Quand la religion est convoquée sur le plateau de Ya’Débat, il y a forcément de la passion, des étincelles entre les adeptes de la religion traditionnelle africaine et ceux des religions dites révélées. La liberté de culte et le respect de la foi des autres sont mis en cause quand des fétiches sont publiquement brulés, clame un jeune invité au débat, pendant qu’un autre dit cautionner ces incinérations au nom de sa foi.
Gaousso Yabré s’assume. Il dit être un adepte de la religion traditionnelle. Le jeune homme dit constater que de plus en plus, de jeunes comme lui se « libèrent » des religions dites révélées pour retourner vers l’authenticité, les pratiques endogènes. « Quand ils se réfèrent au Dieu des religions dites révélées qui n’arrive pas résoudre leurs problèmes, il retourne aux sources. Ils prient et jeûnent, ça ne résout pas le problème. Les religions dites révélées n’arrivent pas à résoudre les problèmes des jeunes », constate-t-il. Pour lui donc, les africains retournent vers les religions qui les ressemblent, mais le font en cachette.
Henry Paré réplique sans attendre. « Je t’assure que c’est faux. Nous sommes dans cette foi chrétienne et nous avons toujours trouvé la solution dans la prière et le jeûne dans le saint nom de Jésus », lui rétorque le jeune membre du buisson ardent, renouveau charismatique. Les positions semblent être tranchées. « Je comprends la réaction des jeunes. Je la comprends, je la partage. C’est ce qui rend une société dynamique. Ça veut dire que le dialogue est possible », tempère pour sa part Dr Miédome Kam, anthropologue.
Pas sûr que le dialogue soit possible. Selon, Gaousso Yabré encore aujourd’hui, comme toujours, les adeptes des religions dites révélées diabolisent ceux des religions traditionnelles. «On continue de diaboliser, on brûle les fétiches sous prétexte que c’est satanique. C’est ce qui nous a frustrés(…) il n’y a pas de raison qu’on se provoque en public. Ce sont des actes ostentatoires qui doivent être sanctionnés. Ça pourrait créer des dérives », prévient Gaousso.

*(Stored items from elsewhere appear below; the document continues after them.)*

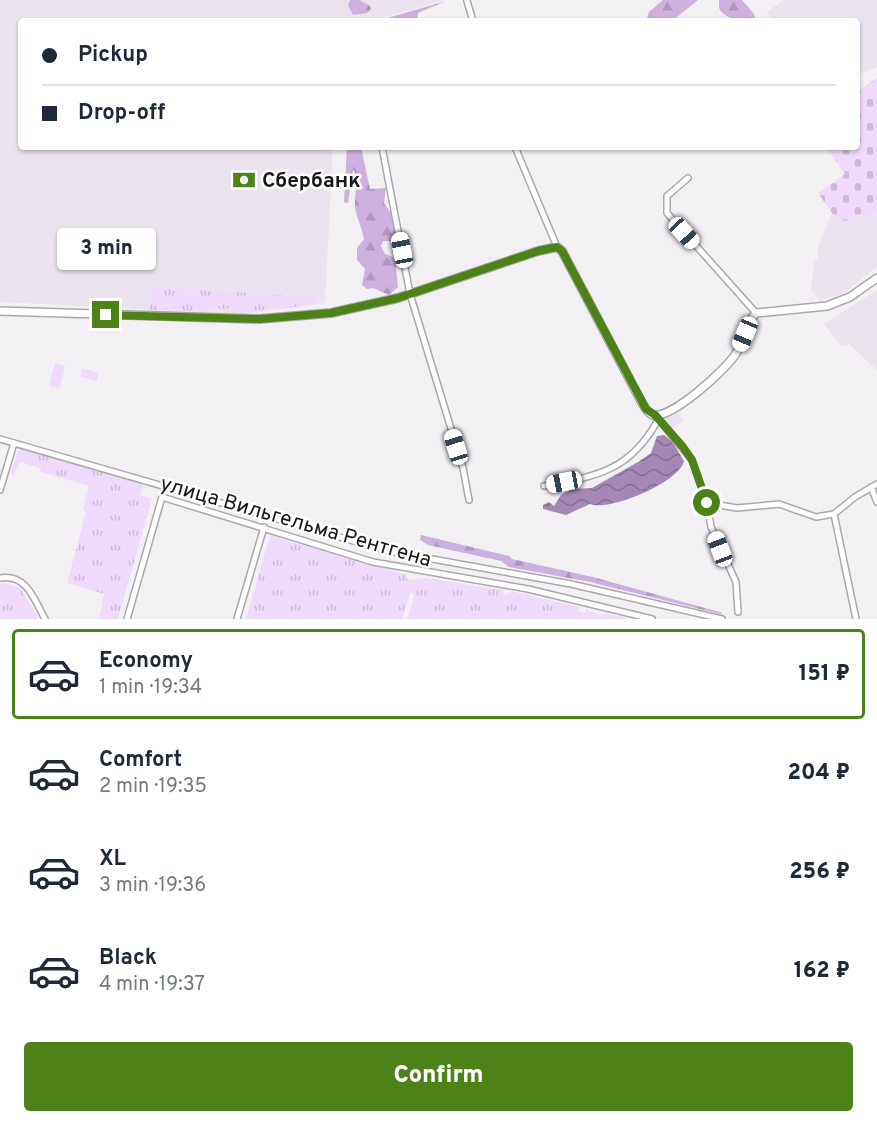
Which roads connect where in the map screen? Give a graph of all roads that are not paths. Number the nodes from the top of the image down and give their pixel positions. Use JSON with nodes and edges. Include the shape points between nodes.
{"nodes":[{"id":1,"x":467,"y":1,"type":"edge"},
{"id":2,"x":472,"y":18,"type":"edge"},
{"id":3,"x":383,"y":150,"type":"edge"},
{"id":4,"x":516,"y":150,"type":"edge"},
{"id":5,"x":688,"y":178,"type":"dead end"},
{"id":6,"x":557,"y":247,"type":"junction"},
{"id":7,"x":877,"y":278,"type":"edge"},
{"id":8,"x":410,"y":294,"type":"junction"},
{"id":9,"x":0,"y":311,"type":"edge"},
{"id":10,"x":756,"y":313,"type":"junction"},
{"id":11,"x":656,"y":417,"type":"junction"},
{"id":12,"x":0,"y":439,"type":"edge"},
{"id":13,"x":14,"y":443,"type":"junction"},
{"id":14,"x":544,"y":486,"type":"dead end"},
{"id":15,"x":874,"y":486,"type":"edge"},
{"id":16,"x":0,"y":490,"type":"edge"},
{"id":17,"x":469,"y":500,"type":"dead end"},
{"id":18,"x":877,"y":502,"type":"edge"},
{"id":19,"x":707,"y":503,"type":"junction"},
{"id":20,"x":834,"y":514,"type":"junction"},
{"id":21,"x":264,"y":527,"type":"junction"},
{"id":22,"x":1,"y":577,"type":"edge"},
{"id":23,"x":738,"y":612,"type":"dead end"},
{"id":24,"x":45,"y":619,"type":"edge"},
{"id":25,"x":128,"y":619,"type":"edge"},
{"id":26,"x":237,"y":619,"type":"edge"},
{"id":27,"x":652,"y":619,"type":"edge"},
{"id":28,"x":722,"y":619,"type":"edge"},
{"id":29,"x":856,"y":619,"type":"edge"}],
"edges":[{"from":1,"to":2,"type":"street"},
{"from":3,"to":8,"type":"street"},
{"from":4,"to":6,"type":"street"},
{"from":5,"to":10,"type":"street","via":[[667,196],[666,213]]},
{"from":6,"to":8,"type":"street"},
{"from":6,"to":11,"type":"street","via":[[641,401]]},
{"from":7,"to":10,"type":"street","via":[[850,297],[828,306]]},
{"from":8,"to":9,"type":"street","via":[[331,313],[260,319]]},
{"from":8,"to":17,"type":"street","via":[[463,468]]},
{"from":10,"to":11,"type":"street","via":[[730,361],[692,396]]},
{"from":11,"to":14,"type":"street","via":[[648,437],[622,463],[585,478]]},
{"from":11,"to":19,"type":"street","via":[[692,460]]},
{"from":12,"to":13,"type":"street","name":"улица Вильгельма Рентгена"},
{"from":13,"to":16,"type":"street"},
{"from":13,"to":28,"type":"street","name":"улица Вильгельма Рентгена","via":[[388,551],[571,584]]},
{"from":15,"to":18,"type":"street"},
{"from":15,"to":20,"type":"street"},
{"from":19,"to":20,"type":"street","via":[[737,508],[779,504],[816,517]]},
{"from":19,"to":23,"type":"street","via":[[711,527],[736,582]]},
{"from":20,"to":29,"type":"street"},
{"from":21,"to":25,"type":"street","name":"улица Вильгельма Рентгена","via":[[162,497]]},
{"from":21,"to":26,"type":"street"},
{"from":21,"to":27,"type":"street","name":"улица Вильгельма Рентгена","via":[[403,569],[515,586]]},
{"from":22,"to":24,"type":"street","via":[[14,578],[27,586]]}]}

« Face à la foi et à nos frères qui sont dans la religion traditionnelle, nous avons un profond respect. La preuve, il y a le dialogue interreligieux au sein de l’église. Ils ne sont pas nos ennemis. Nous les respectons. Nous ne les diabolisons pas (…) », répond Henry Paré comme pour calmer la tension naissante. Mais aussitôt, il enfonce le clou. « Nous nous inscrivons dans ce que l’église saint Pierre de Gounghin a fait. Cela s’inscrit dans la dynamique d’évangélisation de l’église. Je suis tout à fait d’accord de l’incinération de ce que vous appelez fétiches », tranche-t-il. Dr Kam lui ne qualifie pas l’incinération des objets de culte traditionnels et objets envoûtés de « provocation publique », mais soutient que cela « joue sur la compréhension de la laïcité ».
Culture et rites, éviter l’amalgame
Il est difficile de dissocier le religieux de la culture, note Gaousso Yabré pour qui les deux vont de pairs. « Le comportement des adeptes des religions révélées se réfère au mode de vie des propriétaires de ses religions(…) du coup, ils se retournent contre la culture africaine. Même quand tu dis que tu es traditionnaliste, on te voit comme un paria, c’est difficile de courtiser une fille. Les religions nous ont divisés », regrette-t-il.
Henry Paré ne se reconnait pas dans ces propos. Il dit aimer tout ce qui est de la culture San. Mais sa foi lui impose certaines limites. « Si on me demande d’envoyer le poulet au bois sacré, je ne vais pas aller, parce que Jésus a déjà payé le prix et m’a sauvé. Je n’ai pas à m’enquiquiner avec ces choses encore », clame-t-il. L’anthropologue Dr Miédome Kam, précise que la religion est déterminée par les rites, pendant que la culture est une notion plus globale. Il ajoute que le religieux fait partie du culturel, avant d’inviter les jeunes à se cultiver davantage sur les aspects religieux.
Ya’Débat est diffusée ce samedi 07 mai à partir de 09 heures pendant l’émission « Le grand rendez-vous » sur l’ensemble des radios partenaires du Studio Yafa.